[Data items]
——

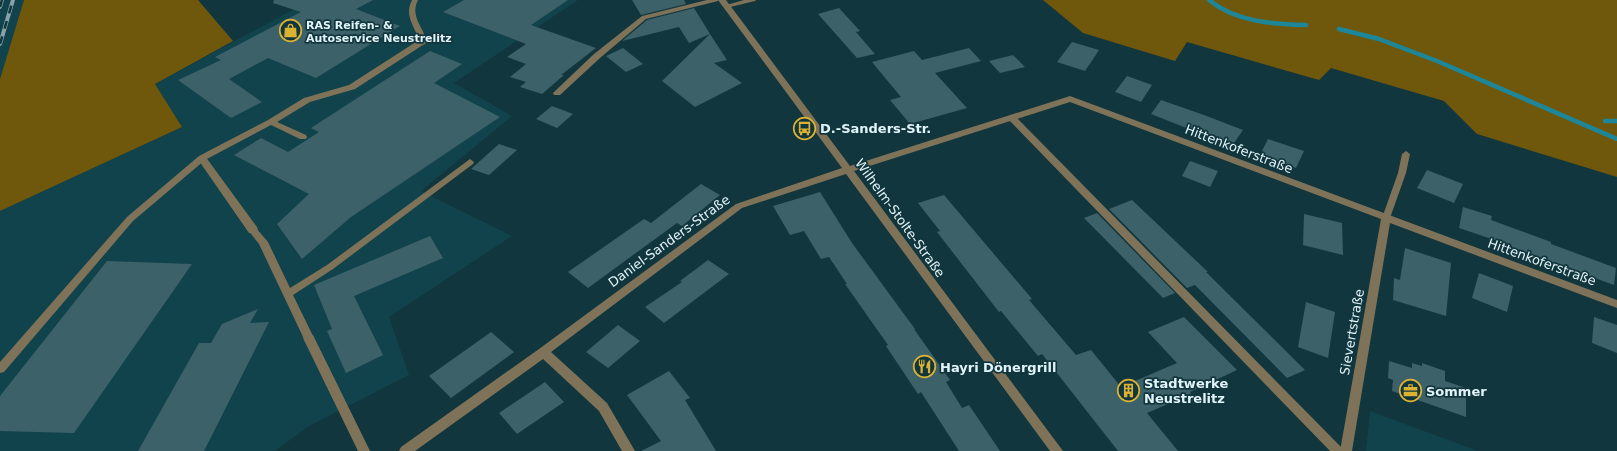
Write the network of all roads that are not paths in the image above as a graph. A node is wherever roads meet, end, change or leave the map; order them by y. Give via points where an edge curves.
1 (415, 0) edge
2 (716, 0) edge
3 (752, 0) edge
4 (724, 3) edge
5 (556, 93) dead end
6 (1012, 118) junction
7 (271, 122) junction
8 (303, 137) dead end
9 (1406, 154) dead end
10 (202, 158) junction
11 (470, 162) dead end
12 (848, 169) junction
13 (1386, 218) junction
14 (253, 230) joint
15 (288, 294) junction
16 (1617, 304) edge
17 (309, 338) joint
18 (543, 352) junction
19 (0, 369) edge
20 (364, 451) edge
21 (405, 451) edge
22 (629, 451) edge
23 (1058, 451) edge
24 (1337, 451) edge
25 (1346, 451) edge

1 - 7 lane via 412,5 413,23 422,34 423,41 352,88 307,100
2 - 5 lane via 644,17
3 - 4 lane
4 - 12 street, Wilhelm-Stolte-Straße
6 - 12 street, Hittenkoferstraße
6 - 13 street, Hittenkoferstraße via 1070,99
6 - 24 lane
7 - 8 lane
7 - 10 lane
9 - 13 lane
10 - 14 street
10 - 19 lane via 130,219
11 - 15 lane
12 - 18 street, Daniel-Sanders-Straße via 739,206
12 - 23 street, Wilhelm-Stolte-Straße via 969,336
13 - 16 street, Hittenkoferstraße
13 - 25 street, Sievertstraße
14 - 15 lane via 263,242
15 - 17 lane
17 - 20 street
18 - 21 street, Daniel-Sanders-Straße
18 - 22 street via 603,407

——

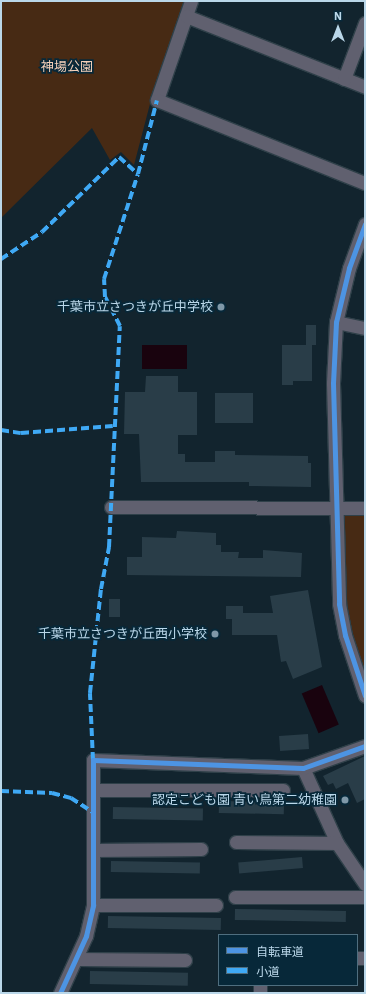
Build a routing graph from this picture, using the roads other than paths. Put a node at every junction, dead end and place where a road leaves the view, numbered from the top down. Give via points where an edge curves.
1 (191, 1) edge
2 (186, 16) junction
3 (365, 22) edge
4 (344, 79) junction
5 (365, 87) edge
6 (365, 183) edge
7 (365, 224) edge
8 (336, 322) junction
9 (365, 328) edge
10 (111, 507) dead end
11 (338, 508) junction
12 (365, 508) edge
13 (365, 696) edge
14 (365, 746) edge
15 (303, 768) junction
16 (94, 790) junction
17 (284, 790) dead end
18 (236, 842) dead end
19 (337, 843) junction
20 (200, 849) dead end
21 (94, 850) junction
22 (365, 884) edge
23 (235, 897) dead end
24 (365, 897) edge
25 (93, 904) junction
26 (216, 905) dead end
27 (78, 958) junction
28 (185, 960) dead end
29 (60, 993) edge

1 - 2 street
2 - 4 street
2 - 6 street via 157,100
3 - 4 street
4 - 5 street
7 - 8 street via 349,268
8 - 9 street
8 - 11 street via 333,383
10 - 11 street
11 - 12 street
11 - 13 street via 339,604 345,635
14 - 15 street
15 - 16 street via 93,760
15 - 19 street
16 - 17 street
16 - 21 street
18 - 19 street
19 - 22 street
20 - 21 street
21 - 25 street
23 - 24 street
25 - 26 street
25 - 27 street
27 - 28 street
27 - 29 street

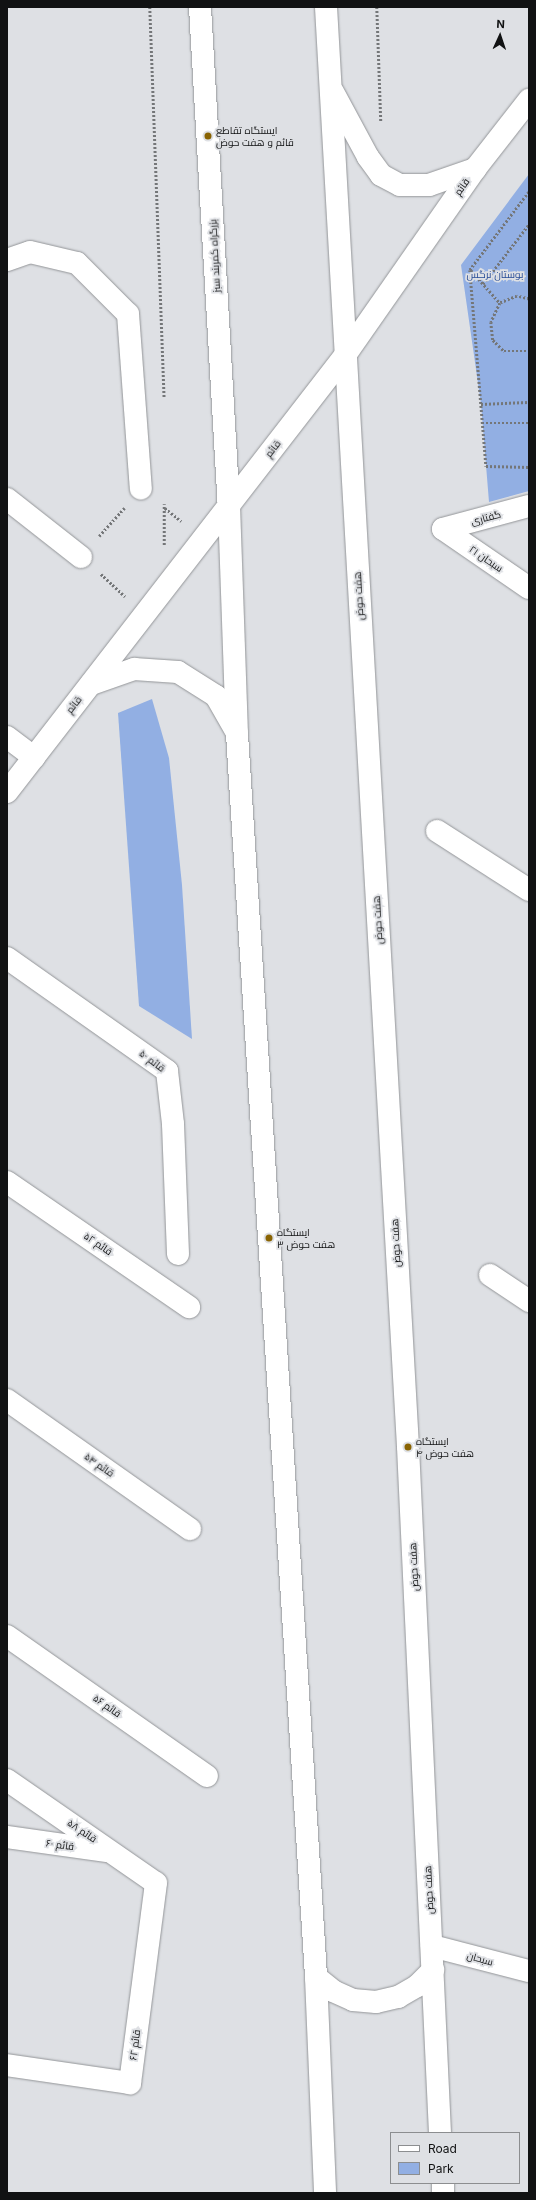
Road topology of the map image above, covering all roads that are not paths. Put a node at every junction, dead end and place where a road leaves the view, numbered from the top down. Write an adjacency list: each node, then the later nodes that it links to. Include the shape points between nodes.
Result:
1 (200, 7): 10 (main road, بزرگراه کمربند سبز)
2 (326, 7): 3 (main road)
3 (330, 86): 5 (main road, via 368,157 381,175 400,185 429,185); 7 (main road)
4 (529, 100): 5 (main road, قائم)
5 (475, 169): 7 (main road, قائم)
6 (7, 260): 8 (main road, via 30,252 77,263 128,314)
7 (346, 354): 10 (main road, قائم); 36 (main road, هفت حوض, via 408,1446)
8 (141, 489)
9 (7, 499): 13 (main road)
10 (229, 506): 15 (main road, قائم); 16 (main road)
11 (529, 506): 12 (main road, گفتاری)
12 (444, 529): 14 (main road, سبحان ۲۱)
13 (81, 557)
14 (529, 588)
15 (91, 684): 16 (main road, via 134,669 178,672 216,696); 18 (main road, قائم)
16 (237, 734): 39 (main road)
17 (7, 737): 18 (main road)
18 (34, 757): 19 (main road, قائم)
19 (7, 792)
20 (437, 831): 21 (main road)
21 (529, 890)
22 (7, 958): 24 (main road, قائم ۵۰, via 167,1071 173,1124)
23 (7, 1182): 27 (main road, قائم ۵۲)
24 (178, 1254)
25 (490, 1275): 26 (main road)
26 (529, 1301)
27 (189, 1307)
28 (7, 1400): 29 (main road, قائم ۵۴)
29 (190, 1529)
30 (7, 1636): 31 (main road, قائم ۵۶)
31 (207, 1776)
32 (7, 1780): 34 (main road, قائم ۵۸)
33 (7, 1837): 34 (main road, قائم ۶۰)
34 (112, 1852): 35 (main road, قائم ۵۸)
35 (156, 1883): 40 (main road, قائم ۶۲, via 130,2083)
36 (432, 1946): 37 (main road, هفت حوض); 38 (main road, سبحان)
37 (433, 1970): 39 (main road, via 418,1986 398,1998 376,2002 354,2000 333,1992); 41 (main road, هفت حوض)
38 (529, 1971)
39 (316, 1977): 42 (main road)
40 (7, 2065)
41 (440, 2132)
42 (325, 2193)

——

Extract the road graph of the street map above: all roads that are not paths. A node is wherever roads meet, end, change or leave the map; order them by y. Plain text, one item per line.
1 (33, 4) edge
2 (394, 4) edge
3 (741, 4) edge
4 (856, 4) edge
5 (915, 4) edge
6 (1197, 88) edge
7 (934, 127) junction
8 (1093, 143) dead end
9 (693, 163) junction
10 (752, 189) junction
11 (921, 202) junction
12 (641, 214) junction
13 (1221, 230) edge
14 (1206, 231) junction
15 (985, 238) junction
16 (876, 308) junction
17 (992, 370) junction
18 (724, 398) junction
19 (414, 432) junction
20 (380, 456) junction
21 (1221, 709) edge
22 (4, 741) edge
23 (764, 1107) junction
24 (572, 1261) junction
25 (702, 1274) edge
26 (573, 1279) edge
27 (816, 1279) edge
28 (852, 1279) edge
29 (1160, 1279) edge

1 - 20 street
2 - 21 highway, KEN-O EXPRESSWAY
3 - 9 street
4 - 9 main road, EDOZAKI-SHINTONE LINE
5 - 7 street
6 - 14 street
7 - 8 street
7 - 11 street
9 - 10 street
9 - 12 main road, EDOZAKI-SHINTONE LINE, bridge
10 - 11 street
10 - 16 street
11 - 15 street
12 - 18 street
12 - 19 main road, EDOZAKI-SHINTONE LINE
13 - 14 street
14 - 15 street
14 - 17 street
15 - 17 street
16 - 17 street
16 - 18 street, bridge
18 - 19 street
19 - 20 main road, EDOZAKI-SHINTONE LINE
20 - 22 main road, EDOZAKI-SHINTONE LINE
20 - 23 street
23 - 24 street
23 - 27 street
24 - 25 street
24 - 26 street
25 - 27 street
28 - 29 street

——

PROMPT: The data above holds the lines to copy: start at the one with "Build a routing", stop at the one with "Road topology of", include both, copy them exactly without pictures, and copy nothing else.

RESPONSE TO THIS TASK:
Build a routing graph from this picture, using the roads other than paths. Put a node at every junction, dead end and place where a road leaves the view, numbered from the top down. Give via points where an edge curves.
1 (191, 1) edge
2 (186, 16) junction
3 (365, 22) edge
4 (344, 79) junction
5 (365, 87) edge
6 (365, 183) edge
7 (365, 224) edge
8 (336, 322) junction
9 (365, 328) edge
10 (111, 507) dead end
11 (338, 508) junction
12 (365, 508) edge
13 (365, 696) edge
14 (365, 746) edge
15 (303, 768) junction
16 (94, 790) junction
17 (284, 790) dead end
18 (236, 842) dead end
19 (337, 843) junction
20 (200, 849) dead end
21 (94, 850) junction
22 (365, 884) edge
23 (235, 897) dead end
24 (365, 897) edge
25 (93, 904) junction
26 (216, 905) dead end
27 (78, 958) junction
28 (185, 960) dead end
29 (60, 993) edge

1 - 2 street
2 - 4 street
2 - 6 street via 157,100
3 - 4 street
4 - 5 street
7 - 8 street via 349,268
8 - 9 street
8 - 11 street via 333,383
10 - 11 street
11 - 12 street
11 - 13 street via 339,604 345,635
14 - 15 street
15 - 16 street via 93,760
15 - 19 street
16 - 17 street
16 - 21 street
18 - 19 street
19 - 22 street
20 - 21 street
21 - 25 street
23 - 24 street
25 - 26 street
25 - 27 street
27 - 28 street
27 - 29 street

Road topology of the map image above, covering all roads that are not paths. Put a node at every junction, dead end and place where a road leaves the view, numbered from the top down. Write an adjacency list: each node, then the later nodes that it links to. Include the shape points between nodes.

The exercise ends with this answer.